The most challenging aspect of the transition will be supporting regional communities which currently depend heavily on fossil fuel jobs. Even there, however, the challenge is not as daunting as often claimed. Over half of fossil fuel jobs are located in large cities, where diverse alternative opportunities are available. There are 17 smaller census-defined communities in Canada where fossil fuel jobs currently account for over 5% of total employment. Those communities can and must be supported with ambitious incentives for regional diversification, retraining, and relocation. The overall cost of these programs would be small relative to other energy investments, and spread over many years.

The phase-out of fossil fuel industries is already occurring in Canada, and around the world.

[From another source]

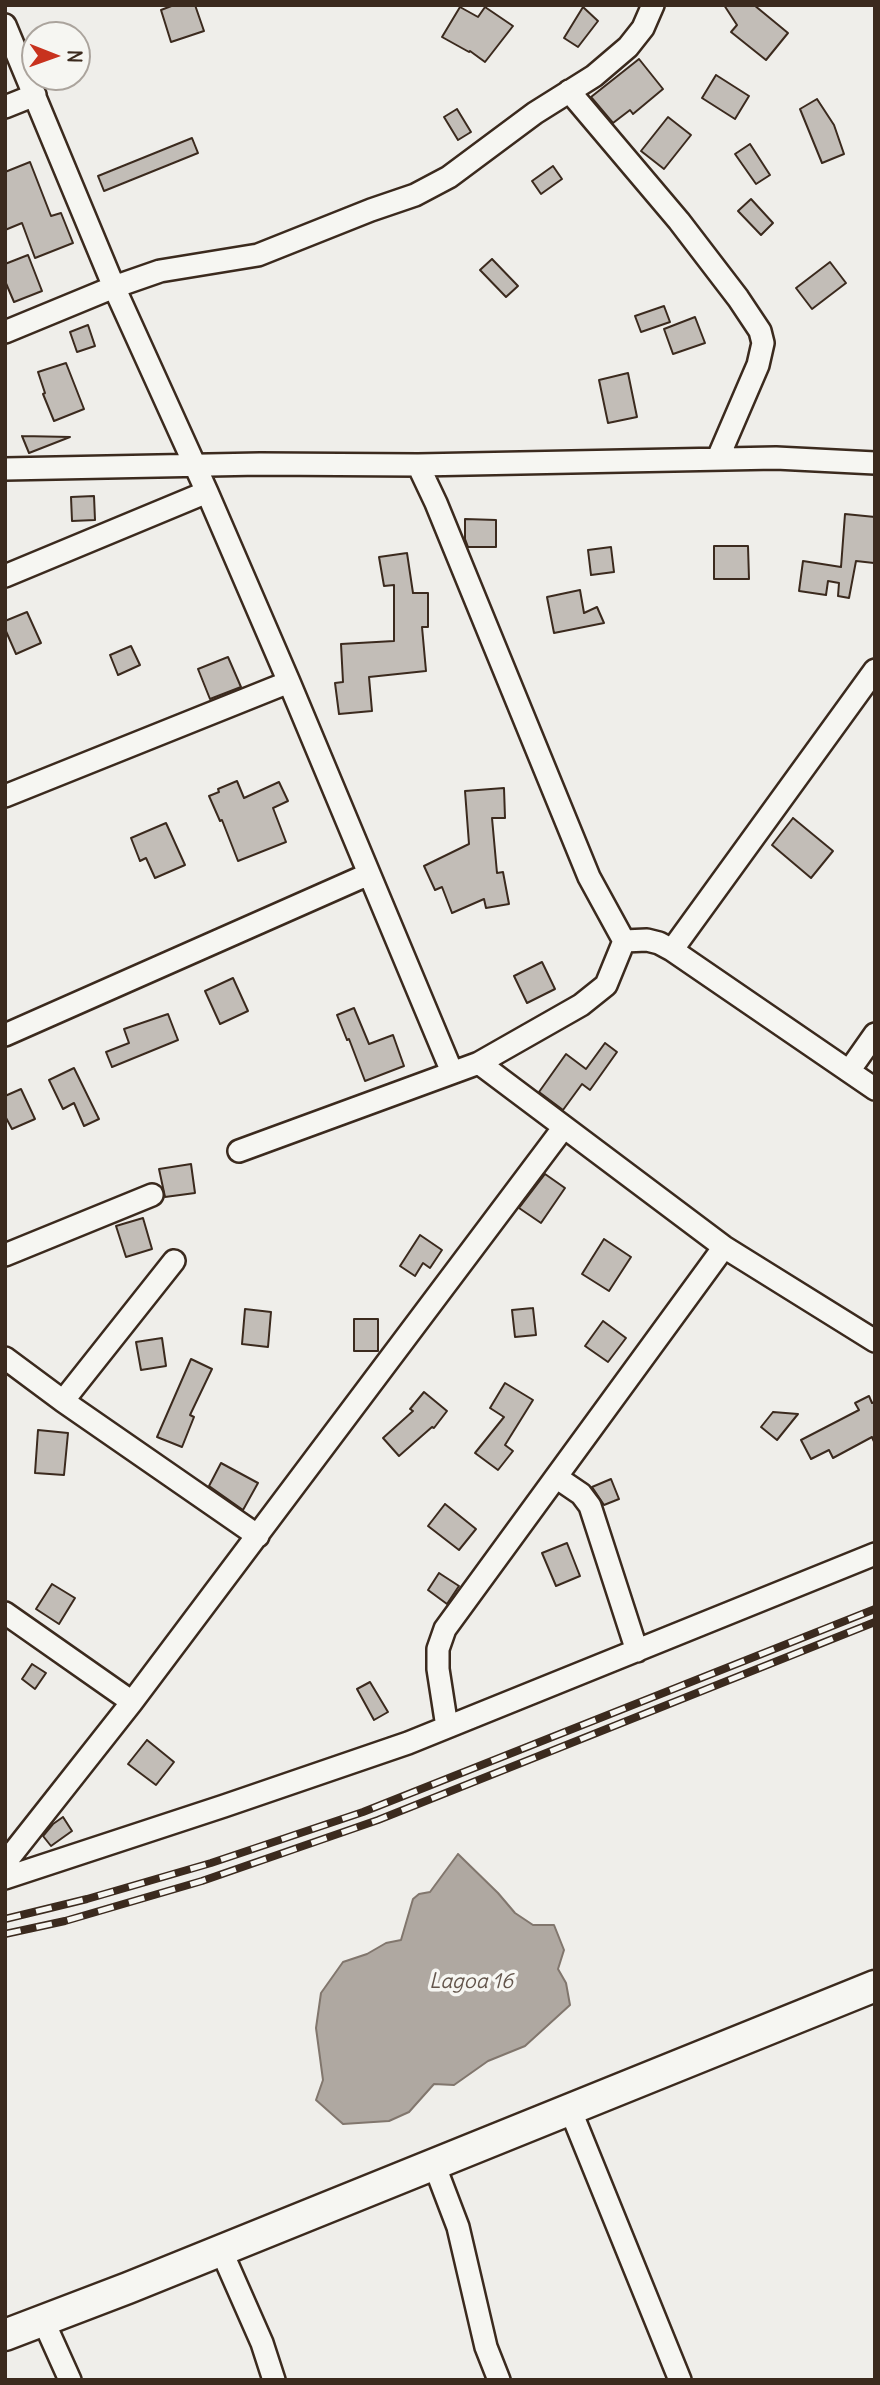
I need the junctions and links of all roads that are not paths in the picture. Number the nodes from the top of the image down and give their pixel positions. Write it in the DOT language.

We aren’t doing any favours for fossil fuel workers by pretending we can stop it. Denying and delaying the inevitable, pretending the good times of earlier booms can somehow be reincarnated, will make the ultimate pain worse. Then, when an inevitable reckoning is forced upon us by global markets (which stop buying our carbon-based fuels), the dislocation will be sudden, destructive, and out of our control.

It is both more compassionate and more effective to get ahead of this transformation. And the first step is to acknowledge that it is happening.

Jim Stanford is Economist and Director of the Centre for Future Work. He divides his time between Sydney, Australia and Vancouver, Canada. Jim is one of Canada’s best-known economic commentators. He served for over 20 years as Economist and Director of Policy with Unifor, Canada’s largest private-sector trade union.